6/04/2009

Inside Scalable I/O Model - In Sync & Async Way

  The so called "I/O Model" describes how you write code to accomplish I/O tasks, such as connecting to a server, writing data to disk, receiving data from network etc. Programmatically accomplishing I/O tasks is far more complicated than just calling a single related OS API, for example WriteFile() or ReadFile().

  In this article, I try to summarize and explain all the options you have when programming I/O tasks.

I. What's Sync & Async I/O

  The concepts - "Asynchronous and Synchronous" come from the telecommunication domain.

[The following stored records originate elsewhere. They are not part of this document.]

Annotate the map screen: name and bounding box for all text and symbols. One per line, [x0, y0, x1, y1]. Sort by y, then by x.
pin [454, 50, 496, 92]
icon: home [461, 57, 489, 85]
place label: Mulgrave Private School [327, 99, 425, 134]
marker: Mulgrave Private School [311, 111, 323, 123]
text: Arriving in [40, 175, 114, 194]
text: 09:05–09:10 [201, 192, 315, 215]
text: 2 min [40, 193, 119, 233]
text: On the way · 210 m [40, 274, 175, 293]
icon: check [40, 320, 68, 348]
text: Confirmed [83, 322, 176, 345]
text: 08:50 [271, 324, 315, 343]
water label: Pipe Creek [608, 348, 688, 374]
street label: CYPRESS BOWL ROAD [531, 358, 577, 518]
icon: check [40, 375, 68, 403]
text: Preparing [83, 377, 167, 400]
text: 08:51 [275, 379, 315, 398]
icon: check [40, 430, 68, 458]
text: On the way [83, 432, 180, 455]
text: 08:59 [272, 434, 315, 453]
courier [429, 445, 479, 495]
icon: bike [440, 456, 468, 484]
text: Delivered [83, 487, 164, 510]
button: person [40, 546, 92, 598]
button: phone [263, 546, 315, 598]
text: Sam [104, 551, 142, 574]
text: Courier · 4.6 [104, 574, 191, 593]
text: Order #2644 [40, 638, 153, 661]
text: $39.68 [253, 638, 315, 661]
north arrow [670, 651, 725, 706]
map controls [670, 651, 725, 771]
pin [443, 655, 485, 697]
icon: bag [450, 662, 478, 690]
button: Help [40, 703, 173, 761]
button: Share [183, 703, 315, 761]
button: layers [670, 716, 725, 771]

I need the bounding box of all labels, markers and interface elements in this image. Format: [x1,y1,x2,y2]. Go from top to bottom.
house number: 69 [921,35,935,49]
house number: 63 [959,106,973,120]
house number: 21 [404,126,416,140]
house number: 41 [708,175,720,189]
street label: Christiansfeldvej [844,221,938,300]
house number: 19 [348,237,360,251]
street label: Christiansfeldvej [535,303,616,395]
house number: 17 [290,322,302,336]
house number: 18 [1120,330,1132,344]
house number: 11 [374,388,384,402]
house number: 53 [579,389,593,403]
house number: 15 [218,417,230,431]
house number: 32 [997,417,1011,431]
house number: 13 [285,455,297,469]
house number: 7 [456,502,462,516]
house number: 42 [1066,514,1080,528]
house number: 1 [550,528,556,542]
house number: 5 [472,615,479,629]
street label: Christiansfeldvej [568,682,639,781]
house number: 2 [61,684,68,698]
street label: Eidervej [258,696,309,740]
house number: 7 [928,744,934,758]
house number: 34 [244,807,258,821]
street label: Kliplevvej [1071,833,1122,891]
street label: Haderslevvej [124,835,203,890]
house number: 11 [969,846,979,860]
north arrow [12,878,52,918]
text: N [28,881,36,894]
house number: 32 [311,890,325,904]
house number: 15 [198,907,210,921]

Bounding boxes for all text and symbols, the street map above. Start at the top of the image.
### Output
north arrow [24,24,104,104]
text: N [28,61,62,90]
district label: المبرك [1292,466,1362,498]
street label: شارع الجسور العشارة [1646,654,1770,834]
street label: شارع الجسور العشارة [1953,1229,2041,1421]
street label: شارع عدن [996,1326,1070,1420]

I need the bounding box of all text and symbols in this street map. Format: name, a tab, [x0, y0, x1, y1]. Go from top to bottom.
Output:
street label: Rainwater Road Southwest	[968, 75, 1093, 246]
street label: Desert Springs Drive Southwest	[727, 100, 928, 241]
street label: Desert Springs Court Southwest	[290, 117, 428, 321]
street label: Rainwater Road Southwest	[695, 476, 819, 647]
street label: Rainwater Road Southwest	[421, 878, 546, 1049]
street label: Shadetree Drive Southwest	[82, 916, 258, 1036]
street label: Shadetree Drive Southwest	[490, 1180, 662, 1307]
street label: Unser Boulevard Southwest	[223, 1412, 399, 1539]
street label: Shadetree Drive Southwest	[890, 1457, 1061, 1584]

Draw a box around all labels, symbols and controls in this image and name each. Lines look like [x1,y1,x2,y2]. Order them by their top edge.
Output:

They mainly deal with timing - "Sync communication needs an external clock signal to coordinate the rhythm of sending/receiving sides, while in Async model, any timing required to recover data from the communication symbol is encoded within the symbols."[1]

  Sync/Async are introduced into computer science for a different meaning: "Async operations are those occurring independently of the issuing program flow, while in Sync model, requesting program flow must wait for the operations to acknowledge completion."[1]

  Particularly, "Asynchronous I/O is a form of I/O processing that permits other processing to continue before the transmission has finished"[2]; in Synchrounous I/O, the operation sender "must wait until the hardware has completed the physical I/O, so that it can be informed of the success or failure of the operation"[5].

  MSDN also has a great article about the Sync/Async concepts - Synchronous and Asynchronous I/O.

  NOTE: in the following sections, we use Async/Non-Blocking, Sync/Blocking alternatively and don't distinguish them. This convention is conformed to wikipedia and MSDN, but some popular textbooks(such as APUE ) differentiate these terms explicitly.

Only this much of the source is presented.